In the listing below, find each line with the string "Filali" and return it.

## Given records
.....

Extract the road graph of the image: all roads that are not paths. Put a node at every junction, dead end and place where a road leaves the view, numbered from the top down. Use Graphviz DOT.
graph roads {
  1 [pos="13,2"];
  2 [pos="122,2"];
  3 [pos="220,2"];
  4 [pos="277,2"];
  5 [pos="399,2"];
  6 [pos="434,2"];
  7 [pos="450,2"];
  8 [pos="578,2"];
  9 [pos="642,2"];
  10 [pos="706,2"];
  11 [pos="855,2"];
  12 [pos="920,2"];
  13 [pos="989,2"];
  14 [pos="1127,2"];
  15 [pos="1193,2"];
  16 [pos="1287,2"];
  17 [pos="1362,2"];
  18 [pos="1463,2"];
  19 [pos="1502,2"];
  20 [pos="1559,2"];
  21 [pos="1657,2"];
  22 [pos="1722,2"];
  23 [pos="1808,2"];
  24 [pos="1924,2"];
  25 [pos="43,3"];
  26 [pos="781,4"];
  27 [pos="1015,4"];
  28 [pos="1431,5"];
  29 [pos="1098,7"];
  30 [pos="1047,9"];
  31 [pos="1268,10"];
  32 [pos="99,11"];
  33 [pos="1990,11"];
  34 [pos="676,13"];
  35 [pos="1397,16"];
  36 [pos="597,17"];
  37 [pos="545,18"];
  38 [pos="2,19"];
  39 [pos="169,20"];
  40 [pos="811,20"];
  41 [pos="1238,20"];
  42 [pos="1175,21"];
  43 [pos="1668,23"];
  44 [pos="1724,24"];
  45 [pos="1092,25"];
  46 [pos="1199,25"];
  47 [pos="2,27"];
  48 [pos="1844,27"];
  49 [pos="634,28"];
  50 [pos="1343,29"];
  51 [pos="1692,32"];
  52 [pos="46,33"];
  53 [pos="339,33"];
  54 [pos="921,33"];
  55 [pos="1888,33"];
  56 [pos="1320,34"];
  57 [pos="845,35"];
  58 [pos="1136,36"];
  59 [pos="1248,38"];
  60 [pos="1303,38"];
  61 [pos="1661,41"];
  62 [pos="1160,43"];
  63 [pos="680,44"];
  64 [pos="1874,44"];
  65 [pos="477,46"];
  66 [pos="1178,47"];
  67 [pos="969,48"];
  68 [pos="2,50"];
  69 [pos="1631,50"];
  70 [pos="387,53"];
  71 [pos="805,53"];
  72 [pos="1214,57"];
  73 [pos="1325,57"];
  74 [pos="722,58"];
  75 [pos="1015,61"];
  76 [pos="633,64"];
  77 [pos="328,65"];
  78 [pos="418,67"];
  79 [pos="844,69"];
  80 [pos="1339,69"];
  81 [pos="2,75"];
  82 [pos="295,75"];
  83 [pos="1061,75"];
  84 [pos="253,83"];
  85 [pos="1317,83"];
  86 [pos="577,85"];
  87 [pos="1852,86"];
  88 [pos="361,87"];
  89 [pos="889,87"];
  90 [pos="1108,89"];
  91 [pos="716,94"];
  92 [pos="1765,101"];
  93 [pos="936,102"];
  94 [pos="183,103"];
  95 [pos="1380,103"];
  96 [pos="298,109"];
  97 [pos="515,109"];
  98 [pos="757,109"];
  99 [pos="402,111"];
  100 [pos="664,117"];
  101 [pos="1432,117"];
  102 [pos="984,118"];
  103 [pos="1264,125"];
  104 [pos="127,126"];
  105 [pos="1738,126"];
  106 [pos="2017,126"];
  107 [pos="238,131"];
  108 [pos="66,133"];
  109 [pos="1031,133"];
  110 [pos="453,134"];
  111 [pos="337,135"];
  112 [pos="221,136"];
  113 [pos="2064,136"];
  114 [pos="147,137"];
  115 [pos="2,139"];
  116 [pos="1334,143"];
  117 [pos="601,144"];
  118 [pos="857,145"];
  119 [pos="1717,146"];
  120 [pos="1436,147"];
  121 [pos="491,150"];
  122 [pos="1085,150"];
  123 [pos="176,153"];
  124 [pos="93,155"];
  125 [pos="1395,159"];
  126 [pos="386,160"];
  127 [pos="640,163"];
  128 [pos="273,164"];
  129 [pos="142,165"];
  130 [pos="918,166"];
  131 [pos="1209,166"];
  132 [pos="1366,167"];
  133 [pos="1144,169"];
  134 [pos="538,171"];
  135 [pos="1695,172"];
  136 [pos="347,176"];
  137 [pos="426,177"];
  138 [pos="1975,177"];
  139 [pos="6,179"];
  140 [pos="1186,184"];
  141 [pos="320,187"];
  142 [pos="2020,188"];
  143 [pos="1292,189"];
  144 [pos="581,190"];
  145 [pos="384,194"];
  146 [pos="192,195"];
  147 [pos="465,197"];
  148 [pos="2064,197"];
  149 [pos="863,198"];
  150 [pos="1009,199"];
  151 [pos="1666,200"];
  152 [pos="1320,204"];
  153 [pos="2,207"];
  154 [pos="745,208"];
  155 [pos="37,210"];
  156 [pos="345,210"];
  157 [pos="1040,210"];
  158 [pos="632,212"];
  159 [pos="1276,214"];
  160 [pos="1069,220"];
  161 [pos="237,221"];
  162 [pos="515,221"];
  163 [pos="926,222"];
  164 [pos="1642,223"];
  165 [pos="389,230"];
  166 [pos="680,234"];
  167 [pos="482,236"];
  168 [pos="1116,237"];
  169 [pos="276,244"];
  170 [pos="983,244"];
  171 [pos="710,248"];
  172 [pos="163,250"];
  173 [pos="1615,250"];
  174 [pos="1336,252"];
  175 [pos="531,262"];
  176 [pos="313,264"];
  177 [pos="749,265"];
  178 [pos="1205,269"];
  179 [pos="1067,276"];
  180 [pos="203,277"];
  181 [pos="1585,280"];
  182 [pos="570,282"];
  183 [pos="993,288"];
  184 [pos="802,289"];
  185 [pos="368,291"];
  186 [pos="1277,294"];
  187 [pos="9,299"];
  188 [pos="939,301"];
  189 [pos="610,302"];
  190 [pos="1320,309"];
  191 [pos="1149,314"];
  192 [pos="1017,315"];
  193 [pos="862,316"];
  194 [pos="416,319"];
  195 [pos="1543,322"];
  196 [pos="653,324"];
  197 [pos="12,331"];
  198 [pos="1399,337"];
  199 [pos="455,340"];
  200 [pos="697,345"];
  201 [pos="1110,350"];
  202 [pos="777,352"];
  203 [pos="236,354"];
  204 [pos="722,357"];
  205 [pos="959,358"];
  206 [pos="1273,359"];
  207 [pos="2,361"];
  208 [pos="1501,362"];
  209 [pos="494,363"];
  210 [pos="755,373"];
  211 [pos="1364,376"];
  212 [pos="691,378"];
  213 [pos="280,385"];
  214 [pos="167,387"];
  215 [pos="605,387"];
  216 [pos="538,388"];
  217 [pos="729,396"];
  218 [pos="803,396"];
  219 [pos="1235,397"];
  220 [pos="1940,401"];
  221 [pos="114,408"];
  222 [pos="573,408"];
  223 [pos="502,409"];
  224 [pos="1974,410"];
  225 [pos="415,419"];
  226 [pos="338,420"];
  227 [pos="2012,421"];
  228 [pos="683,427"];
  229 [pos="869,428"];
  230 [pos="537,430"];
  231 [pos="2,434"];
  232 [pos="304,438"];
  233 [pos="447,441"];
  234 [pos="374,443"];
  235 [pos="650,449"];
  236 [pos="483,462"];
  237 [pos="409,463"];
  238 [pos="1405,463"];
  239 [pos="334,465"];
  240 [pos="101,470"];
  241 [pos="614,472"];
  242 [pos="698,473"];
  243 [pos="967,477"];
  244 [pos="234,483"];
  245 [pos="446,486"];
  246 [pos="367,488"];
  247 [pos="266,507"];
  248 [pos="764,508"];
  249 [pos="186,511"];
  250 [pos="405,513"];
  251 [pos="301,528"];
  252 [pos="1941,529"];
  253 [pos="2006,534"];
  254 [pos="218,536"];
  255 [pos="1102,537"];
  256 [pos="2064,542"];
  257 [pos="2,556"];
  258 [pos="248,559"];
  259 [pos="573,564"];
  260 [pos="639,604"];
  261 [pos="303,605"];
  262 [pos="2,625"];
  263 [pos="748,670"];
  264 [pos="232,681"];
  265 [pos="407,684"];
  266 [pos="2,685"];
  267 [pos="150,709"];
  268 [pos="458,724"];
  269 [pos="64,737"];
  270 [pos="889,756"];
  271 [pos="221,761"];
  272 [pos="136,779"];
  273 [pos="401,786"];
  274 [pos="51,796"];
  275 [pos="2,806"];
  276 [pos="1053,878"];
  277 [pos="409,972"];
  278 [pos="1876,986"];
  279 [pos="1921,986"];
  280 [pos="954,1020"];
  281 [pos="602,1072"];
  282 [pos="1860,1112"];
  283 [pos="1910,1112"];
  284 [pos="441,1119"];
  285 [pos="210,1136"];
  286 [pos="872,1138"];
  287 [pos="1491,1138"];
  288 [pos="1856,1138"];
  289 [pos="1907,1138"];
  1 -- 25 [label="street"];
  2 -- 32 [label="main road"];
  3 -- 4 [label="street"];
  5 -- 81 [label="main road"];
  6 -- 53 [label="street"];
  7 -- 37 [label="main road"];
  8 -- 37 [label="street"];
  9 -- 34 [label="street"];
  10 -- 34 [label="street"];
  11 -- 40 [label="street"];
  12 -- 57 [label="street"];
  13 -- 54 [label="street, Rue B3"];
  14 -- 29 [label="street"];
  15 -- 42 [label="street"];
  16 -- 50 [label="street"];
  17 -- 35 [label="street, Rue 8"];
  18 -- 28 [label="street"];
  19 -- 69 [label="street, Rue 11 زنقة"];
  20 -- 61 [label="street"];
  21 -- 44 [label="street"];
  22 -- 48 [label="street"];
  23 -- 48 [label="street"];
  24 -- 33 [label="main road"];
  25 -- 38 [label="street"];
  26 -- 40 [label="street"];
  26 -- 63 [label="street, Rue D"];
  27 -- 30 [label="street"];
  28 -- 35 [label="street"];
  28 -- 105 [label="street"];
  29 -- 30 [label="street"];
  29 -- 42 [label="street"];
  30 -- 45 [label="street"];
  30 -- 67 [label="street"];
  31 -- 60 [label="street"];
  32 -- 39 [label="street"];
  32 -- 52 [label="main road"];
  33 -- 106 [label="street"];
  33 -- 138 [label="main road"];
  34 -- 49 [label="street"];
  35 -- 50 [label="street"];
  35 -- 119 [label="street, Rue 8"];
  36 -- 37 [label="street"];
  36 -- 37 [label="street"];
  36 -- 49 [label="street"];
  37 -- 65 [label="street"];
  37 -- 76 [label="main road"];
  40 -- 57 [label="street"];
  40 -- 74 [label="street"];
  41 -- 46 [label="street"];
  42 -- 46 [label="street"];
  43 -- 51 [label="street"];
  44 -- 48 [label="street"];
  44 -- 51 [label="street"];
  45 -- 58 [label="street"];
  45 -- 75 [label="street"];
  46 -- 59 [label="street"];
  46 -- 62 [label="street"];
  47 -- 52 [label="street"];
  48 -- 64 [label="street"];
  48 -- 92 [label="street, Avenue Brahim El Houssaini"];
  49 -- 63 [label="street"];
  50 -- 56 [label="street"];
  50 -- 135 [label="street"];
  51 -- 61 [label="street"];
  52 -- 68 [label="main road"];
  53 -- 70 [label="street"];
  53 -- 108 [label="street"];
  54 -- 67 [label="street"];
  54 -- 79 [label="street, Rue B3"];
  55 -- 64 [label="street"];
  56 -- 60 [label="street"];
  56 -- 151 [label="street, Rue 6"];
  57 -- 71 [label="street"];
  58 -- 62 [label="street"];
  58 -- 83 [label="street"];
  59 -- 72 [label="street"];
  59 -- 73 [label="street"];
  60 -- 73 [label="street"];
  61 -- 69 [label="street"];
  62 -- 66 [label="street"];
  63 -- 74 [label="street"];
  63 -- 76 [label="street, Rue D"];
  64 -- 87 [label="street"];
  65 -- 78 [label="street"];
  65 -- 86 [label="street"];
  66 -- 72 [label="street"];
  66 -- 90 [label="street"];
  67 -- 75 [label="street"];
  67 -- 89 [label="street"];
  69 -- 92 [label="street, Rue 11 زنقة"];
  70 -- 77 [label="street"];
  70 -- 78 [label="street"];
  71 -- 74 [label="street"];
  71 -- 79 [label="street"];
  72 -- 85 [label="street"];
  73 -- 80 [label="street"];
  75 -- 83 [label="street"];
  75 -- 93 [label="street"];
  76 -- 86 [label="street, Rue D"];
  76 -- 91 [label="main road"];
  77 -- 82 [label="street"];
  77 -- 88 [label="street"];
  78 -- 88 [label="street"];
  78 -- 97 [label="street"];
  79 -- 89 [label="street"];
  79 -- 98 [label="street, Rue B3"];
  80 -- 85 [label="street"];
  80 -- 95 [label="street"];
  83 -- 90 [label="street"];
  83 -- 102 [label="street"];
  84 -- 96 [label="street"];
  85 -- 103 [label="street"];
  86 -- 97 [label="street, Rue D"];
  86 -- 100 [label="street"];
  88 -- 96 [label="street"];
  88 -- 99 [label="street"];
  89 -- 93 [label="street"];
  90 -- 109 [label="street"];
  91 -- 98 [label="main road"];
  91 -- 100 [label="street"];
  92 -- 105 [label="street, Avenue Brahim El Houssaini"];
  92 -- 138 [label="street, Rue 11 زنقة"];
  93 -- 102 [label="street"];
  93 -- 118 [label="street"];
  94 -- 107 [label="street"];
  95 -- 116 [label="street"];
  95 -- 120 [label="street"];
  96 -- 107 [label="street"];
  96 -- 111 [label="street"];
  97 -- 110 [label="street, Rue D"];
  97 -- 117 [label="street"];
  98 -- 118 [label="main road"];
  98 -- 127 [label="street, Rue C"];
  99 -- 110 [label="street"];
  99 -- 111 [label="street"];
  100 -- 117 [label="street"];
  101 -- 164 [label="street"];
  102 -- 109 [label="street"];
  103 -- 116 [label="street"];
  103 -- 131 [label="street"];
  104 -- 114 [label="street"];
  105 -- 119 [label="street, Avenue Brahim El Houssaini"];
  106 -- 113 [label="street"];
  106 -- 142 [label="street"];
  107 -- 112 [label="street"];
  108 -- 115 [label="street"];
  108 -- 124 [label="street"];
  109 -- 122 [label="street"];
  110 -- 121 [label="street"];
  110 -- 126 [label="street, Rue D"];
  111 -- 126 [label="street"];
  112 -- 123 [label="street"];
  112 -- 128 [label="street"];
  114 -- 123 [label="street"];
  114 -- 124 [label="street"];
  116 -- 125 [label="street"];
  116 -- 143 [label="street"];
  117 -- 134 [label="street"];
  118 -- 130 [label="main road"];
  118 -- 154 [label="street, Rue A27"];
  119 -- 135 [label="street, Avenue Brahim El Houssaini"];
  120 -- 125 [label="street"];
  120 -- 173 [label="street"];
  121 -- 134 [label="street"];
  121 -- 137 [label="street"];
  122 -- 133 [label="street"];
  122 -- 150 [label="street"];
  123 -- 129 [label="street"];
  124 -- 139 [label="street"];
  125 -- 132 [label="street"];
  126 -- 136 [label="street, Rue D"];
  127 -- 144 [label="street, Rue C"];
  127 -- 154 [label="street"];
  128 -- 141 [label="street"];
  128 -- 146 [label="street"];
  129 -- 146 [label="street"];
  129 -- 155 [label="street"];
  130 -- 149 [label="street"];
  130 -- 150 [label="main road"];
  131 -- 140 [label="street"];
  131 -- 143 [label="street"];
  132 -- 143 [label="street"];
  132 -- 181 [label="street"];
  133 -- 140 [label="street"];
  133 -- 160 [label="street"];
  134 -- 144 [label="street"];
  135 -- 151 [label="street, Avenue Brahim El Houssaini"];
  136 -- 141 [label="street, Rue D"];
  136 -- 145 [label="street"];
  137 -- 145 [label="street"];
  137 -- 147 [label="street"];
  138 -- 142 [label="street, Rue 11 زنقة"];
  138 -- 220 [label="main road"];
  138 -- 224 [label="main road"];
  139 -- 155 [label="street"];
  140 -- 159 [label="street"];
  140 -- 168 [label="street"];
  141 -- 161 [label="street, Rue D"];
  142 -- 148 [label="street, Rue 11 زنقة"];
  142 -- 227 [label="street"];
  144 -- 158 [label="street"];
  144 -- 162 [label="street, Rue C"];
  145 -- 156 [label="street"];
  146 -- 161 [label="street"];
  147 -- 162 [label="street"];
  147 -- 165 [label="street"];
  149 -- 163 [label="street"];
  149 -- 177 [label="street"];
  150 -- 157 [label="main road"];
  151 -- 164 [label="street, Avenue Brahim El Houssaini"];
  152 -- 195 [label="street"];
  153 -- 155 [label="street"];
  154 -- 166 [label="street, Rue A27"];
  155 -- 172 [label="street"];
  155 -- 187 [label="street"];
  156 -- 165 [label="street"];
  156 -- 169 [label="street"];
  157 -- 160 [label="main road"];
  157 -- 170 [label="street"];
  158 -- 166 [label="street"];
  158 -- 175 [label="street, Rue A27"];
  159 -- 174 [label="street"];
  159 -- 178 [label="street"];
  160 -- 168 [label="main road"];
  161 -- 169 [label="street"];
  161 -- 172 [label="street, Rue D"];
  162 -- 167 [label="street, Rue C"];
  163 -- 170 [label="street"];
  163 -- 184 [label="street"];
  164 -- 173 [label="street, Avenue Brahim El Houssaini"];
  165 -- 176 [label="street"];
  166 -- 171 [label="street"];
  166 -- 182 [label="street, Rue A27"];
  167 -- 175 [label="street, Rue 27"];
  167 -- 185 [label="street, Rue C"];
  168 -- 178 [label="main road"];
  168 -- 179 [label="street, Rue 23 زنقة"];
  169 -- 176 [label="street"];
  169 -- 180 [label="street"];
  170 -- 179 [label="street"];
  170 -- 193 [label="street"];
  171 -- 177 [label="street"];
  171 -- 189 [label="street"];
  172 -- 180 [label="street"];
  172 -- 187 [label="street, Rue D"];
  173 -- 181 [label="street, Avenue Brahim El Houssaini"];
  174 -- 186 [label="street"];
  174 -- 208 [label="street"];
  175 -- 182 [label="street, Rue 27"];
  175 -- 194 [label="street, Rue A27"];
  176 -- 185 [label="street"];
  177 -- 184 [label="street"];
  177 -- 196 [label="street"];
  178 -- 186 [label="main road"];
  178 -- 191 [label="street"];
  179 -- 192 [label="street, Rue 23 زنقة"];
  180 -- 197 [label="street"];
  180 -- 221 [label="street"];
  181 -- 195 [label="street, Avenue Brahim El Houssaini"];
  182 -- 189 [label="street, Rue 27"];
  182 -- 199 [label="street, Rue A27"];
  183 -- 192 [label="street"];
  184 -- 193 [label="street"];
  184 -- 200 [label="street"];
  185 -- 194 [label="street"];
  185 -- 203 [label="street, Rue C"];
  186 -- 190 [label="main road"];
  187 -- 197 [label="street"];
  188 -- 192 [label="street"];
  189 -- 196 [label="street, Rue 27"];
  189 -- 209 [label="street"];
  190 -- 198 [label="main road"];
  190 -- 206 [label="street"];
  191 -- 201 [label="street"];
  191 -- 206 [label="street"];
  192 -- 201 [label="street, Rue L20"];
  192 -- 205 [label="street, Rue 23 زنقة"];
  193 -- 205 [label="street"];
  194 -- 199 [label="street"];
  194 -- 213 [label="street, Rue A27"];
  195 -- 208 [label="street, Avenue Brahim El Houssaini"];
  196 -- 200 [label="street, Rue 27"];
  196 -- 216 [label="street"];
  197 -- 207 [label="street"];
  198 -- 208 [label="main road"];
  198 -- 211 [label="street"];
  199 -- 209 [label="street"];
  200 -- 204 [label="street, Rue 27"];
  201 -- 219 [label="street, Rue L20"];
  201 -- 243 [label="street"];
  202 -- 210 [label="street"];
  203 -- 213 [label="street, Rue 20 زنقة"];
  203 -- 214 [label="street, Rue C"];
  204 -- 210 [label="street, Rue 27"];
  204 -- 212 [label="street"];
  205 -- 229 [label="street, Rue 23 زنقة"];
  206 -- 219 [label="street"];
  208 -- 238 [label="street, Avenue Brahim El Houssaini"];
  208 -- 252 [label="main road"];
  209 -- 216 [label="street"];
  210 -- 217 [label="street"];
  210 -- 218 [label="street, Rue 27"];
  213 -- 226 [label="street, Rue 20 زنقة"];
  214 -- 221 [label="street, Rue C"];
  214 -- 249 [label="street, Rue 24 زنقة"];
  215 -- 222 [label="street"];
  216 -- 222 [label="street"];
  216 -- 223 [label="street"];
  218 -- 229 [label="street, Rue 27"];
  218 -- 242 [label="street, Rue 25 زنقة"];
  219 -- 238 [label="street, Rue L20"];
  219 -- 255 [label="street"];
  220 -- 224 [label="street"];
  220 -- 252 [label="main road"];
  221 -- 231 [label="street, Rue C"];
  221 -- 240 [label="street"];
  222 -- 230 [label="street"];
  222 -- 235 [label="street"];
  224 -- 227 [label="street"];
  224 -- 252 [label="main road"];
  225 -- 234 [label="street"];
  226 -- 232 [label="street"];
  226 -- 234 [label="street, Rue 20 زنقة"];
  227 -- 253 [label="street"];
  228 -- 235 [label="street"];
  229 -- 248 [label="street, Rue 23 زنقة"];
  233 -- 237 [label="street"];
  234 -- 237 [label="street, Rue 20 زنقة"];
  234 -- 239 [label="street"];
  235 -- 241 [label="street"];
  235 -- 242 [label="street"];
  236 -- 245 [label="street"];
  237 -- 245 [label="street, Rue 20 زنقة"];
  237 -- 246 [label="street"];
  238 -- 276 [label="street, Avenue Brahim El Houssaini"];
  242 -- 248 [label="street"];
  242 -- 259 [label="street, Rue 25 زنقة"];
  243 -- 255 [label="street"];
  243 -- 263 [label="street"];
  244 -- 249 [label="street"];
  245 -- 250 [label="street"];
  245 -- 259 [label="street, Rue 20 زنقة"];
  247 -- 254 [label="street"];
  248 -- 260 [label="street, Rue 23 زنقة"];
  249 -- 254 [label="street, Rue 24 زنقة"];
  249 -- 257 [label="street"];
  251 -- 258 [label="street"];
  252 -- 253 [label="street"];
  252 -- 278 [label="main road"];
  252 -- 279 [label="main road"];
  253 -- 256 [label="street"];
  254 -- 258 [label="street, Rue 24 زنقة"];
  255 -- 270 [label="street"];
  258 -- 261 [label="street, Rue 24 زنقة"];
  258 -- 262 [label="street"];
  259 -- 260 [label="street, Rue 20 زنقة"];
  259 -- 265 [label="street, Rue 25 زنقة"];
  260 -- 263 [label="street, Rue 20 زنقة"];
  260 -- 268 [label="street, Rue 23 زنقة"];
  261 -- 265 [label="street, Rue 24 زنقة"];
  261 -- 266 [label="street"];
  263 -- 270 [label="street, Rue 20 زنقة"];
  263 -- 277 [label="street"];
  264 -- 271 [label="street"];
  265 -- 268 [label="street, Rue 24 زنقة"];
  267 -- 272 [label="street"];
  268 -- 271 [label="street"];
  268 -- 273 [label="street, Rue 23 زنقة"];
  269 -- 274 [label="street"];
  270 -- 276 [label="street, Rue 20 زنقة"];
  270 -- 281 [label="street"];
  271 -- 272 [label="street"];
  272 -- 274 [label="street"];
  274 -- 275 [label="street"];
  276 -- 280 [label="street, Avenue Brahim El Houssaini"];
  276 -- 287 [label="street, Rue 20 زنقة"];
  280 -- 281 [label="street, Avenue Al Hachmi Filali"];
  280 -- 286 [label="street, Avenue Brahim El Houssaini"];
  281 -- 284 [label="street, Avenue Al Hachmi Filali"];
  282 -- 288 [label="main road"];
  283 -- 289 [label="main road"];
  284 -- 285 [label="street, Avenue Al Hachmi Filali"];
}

.....

## Answer space
  280 -- 281 [label="street, Avenue Al Hachmi Filali"];
  281 -- 284 [label="street, Avenue Al Hachmi Filali"];
  284 -- 285 [label="street, Avenue Al Hachmi Filali"];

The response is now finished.